● GOAL OF THE EXERCISE
Can you quote the records below in full, word for word?

● Stored data entries
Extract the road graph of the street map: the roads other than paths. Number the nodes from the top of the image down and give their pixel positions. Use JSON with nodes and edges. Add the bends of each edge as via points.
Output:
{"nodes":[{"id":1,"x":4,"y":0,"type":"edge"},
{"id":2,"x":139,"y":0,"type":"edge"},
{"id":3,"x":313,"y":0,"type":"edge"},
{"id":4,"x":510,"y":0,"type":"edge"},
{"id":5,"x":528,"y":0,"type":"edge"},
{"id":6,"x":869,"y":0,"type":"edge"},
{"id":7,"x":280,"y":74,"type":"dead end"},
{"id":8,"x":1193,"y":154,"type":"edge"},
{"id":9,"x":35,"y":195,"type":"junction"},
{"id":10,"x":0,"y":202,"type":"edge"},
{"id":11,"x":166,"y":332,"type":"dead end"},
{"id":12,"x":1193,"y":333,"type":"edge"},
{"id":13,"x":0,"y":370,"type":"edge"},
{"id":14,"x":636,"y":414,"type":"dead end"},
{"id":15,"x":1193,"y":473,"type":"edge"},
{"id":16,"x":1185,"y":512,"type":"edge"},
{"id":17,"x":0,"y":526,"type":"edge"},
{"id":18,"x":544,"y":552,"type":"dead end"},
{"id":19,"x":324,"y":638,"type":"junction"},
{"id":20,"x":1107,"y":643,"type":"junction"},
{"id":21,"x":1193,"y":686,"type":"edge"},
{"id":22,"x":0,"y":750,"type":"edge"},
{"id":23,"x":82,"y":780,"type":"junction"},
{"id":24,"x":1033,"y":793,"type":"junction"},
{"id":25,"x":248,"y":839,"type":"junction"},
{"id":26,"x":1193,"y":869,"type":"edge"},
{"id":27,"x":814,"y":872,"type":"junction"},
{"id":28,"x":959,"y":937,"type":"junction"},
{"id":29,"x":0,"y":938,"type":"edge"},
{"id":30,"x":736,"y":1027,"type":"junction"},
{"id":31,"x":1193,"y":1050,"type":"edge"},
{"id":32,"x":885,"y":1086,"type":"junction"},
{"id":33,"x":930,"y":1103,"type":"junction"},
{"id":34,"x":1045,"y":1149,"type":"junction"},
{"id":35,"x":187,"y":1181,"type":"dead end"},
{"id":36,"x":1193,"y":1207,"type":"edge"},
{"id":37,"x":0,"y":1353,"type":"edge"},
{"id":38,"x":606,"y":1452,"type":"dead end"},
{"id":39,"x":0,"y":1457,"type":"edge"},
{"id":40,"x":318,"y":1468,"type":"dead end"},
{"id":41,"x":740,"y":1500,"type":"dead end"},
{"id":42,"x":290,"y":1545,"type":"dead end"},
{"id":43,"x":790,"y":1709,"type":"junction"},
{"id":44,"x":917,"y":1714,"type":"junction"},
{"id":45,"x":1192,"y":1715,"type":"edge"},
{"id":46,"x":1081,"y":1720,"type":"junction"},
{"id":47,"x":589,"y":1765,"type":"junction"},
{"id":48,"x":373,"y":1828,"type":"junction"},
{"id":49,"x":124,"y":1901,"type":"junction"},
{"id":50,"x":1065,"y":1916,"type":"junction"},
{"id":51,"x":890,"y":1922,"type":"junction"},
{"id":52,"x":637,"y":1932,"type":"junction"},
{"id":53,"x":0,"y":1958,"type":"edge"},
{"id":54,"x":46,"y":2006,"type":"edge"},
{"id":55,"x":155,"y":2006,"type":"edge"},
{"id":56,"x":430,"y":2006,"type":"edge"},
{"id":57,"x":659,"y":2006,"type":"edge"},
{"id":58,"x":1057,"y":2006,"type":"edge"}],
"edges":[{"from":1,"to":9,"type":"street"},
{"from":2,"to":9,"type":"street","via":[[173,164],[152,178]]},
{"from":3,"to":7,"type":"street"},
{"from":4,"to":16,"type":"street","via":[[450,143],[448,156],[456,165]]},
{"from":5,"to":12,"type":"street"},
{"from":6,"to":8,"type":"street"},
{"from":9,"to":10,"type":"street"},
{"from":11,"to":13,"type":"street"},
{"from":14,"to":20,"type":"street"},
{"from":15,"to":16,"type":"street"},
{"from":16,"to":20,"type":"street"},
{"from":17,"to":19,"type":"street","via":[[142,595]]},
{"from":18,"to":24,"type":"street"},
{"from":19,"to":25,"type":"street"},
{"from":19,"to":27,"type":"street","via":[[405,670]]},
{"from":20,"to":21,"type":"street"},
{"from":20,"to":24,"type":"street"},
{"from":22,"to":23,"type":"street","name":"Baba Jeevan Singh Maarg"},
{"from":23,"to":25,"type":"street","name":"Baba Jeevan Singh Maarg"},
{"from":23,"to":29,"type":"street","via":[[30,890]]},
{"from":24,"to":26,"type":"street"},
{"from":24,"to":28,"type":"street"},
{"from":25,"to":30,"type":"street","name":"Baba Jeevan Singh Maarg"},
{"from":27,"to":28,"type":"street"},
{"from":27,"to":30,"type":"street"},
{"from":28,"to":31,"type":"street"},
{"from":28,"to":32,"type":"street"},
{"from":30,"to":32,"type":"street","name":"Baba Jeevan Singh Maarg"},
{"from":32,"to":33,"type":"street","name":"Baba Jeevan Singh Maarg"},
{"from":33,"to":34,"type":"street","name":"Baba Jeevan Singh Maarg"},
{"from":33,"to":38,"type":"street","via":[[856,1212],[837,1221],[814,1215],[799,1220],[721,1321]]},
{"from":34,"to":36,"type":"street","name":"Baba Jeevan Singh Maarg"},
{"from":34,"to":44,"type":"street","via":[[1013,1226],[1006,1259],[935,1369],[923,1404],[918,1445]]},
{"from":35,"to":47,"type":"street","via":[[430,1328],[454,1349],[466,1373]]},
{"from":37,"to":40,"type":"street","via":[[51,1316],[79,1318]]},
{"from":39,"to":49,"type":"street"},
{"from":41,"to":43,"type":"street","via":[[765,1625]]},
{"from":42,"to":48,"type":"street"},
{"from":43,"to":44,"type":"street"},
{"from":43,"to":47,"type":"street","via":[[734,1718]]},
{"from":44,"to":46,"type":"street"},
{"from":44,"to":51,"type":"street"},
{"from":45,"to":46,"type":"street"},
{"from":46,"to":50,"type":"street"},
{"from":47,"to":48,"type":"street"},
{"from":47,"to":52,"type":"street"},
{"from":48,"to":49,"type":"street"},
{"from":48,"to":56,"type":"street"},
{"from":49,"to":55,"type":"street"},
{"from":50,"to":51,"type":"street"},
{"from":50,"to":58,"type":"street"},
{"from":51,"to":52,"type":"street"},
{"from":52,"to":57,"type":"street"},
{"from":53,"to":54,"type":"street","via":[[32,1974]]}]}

● TASK RESPONSE
Extract the road graph of the street map: the roads other than paths. Number the nodes from the top of the image down and give their pixel positions. Use JSON with nodes and edges. Add the bends of each edge as via points.
Output:
{"nodes":[{"id":1,"x":4,"y":0,"type":"edge"},
{"id":2,"x":139,"y":0,"type":"edge"},
{"id":3,"x":313,"y":0,"type":"edge"},
{"id":4,"x":510,"y":0,"type":"edge"},
{"id":5,"x":528,"y":0,"type":"edge"},
{"id":6,"x":869,"y":0,"type":"edge"},
{"id":7,"x":280,"y":74,"type":"dead end"},
{"id":8,"x":1193,"y":154,"type":"edge"},
{"id":9,"x":35,"y":195,"type":"junction"},
{"id":10,"x":0,"y":202,"type":"edge"},
{"id":11,"x":166,"y":332,"type":"dead end"},
{"id":12,"x":1193,"y":333,"type":"edge"},
{"id":13,"x":0,"y":370,"type":"edge"},
{"id":14,"x":636,"y":414,"type":"dead end"},
{"id":15,"x":1193,"y":473,"type":"edge"},
{"id":16,"x":1185,"y":512,"type":"edge"},
{"id":17,"x":0,"y":526,"type":"edge"},
{"id":18,"x":544,"y":552,"type":"dead end"},
{"id":19,"x":324,"y":638,"type":"junction"},
{"id":20,"x":1107,"y":643,"type":"junction"},
{"id":21,"x":1193,"y":686,"type":"edge"},
{"id":22,"x":0,"y":750,"type":"edge"},
{"id":23,"x":82,"y":780,"type":"junction"},
{"id":24,"x":1033,"y":793,"type":"junction"},
{"id":25,"x":248,"y":839,"type":"junction"},
{"id":26,"x":1193,"y":869,"type":"edge"},
{"id":27,"x":814,"y":872,"type":"junction"},
{"id":28,"x":959,"y":937,"type":"junction"},
{"id":29,"x":0,"y":938,"type":"edge"},
{"id":30,"x":736,"y":1027,"type":"junction"},
{"id":31,"x":1193,"y":1050,"type":"edge"},
{"id":32,"x":885,"y":1086,"type":"junction"},
{"id":33,"x":930,"y":1103,"type":"junction"},
{"id":34,"x":1045,"y":1149,"type":"junction"},
{"id":35,"x":187,"y":1181,"type":"dead end"},
{"id":36,"x":1193,"y":1207,"type":"edge"},
{"id":37,"x":0,"y":1353,"type":"edge"},
{"id":38,"x":606,"y":1452,"type":"dead end"},
{"id":39,"x":0,"y":1457,"type":"edge"},
{"id":40,"x":318,"y":1468,"type":"dead end"},
{"id":41,"x":740,"y":1500,"type":"dead end"},
{"id":42,"x":290,"y":1545,"type":"dead end"},
{"id":43,"x":790,"y":1709,"type":"junction"},
{"id":44,"x":917,"y":1714,"type":"junction"},
{"id":45,"x":1192,"y":1715,"type":"edge"},
{"id":46,"x":1081,"y":1720,"type":"junction"},
{"id":47,"x":589,"y":1765,"type":"junction"},
{"id":48,"x":373,"y":1828,"type":"junction"},
{"id":49,"x":124,"y":1901,"type":"junction"},
{"id":50,"x":1065,"y":1916,"type":"junction"},
{"id":51,"x":890,"y":1922,"type":"junction"},
{"id":52,"x":637,"y":1932,"type":"junction"},
{"id":53,"x":0,"y":1958,"type":"edge"},
{"id":54,"x":46,"y":2006,"type":"edge"},
{"id":55,"x":155,"y":2006,"type":"edge"},
{"id":56,"x":430,"y":2006,"type":"edge"},
{"id":57,"x":659,"y":2006,"type":"edge"},
{"id":58,"x":1057,"y":2006,"type":"edge"}],
"edges":[{"from":1,"to":9,"type":"street"},
{"from":2,"to":9,"type":"street","via":[[173,164],[152,178]]},
{"from":3,"to":7,"type":"street"},
{"from":4,"to":16,"type":"street","via":[[450,143],[448,156],[456,165]]},
{"from":5,"to":12,"type":"street"},
{"from":6,"to":8,"type":"street"},
{"from":9,"to":10,"type":"street"},
{"from":11,"to":13,"type":"street"},
{"from":14,"to":20,"type":"street"},
{"from":15,"to":16,"type":"street"},
{"from":16,"to":20,"type":"street"},
{"from":17,"to":19,"type":"street","via":[[142,595]]},
{"from":18,"to":24,"type":"street"},
{"from":19,"to":25,"type":"street"},
{"from":19,"to":27,"type":"street","via":[[405,670]]},
{"from":20,"to":21,"type":"street"},
{"from":20,"to":24,"type":"street"},
{"from":22,"to":23,"type":"street","name":"Baba Jeevan Singh Maarg"},
{"from":23,"to":25,"type":"street","name":"Baba Jeevan Singh Maarg"},
{"from":23,"to":29,"type":"street","via":[[30,890]]},
{"from":24,"to":26,"type":"street"},
{"from":24,"to":28,"type":"street"},
{"from":25,"to":30,"type":"street","name":"Baba Jeevan Singh Maarg"},
{"from":27,"to":28,"type":"street"},
{"from":27,"to":30,"type":"street"},
{"from":28,"to":31,"type":"street"},
{"from":28,"to":32,"type":"street"},
{"from":30,"to":32,"type":"street","name":"Baba Jeevan Singh Maarg"},
{"from":32,"to":33,"type":"street","name":"Baba Jeevan Singh Maarg"},
{"from":33,"to":34,"type":"street","name":"Baba Jeevan Singh Maarg"},
{"from":33,"to":38,"type":"street","via":[[856,1212],[837,1221],[814,1215],[799,1220],[721,1321]]},
{"from":34,"to":36,"type":"street","name":"Baba Jeevan Singh Maarg"},
{"from":34,"to":44,"type":"street","via":[[1013,1226],[1006,1259],[935,1369],[923,1404],[918,1445]]},
{"from":35,"to":47,"type":"street","via":[[430,1328],[454,1349],[466,1373]]},
{"from":37,"to":40,"type":"street","via":[[51,1316],[79,1318]]},
{"from":39,"to":49,"type":"street"},
{"from":41,"to":43,"type":"street","via":[[765,1625]]},
{"from":42,"to":48,"type":"street"},
{"from":43,"to":44,"type":"street"},
{"from":43,"to":47,"type":"street","via":[[734,1718]]},
{"from":44,"to":46,"type":"street"},
{"from":44,"to":51,"type":"street"},
{"from":45,"to":46,"type":"street"},
{"from":46,"to":50,"type":"street"},
{"from":47,"to":48,"type":"street"},
{"from":47,"to":52,"type":"street"},
{"from":48,"to":49,"type":"street"},
{"from":48,"to":56,"type":"street"},
{"from":49,"to":55,"type":"street"},
{"from":50,"to":51,"type":"street"},
{"from":50,"to":58,"type":"street"},
{"from":51,"to":52,"type":"street"},
{"from":52,"to":57,"type":"street"},
{"from":53,"to":54,"type":"street","via":[[32,1974]]}]}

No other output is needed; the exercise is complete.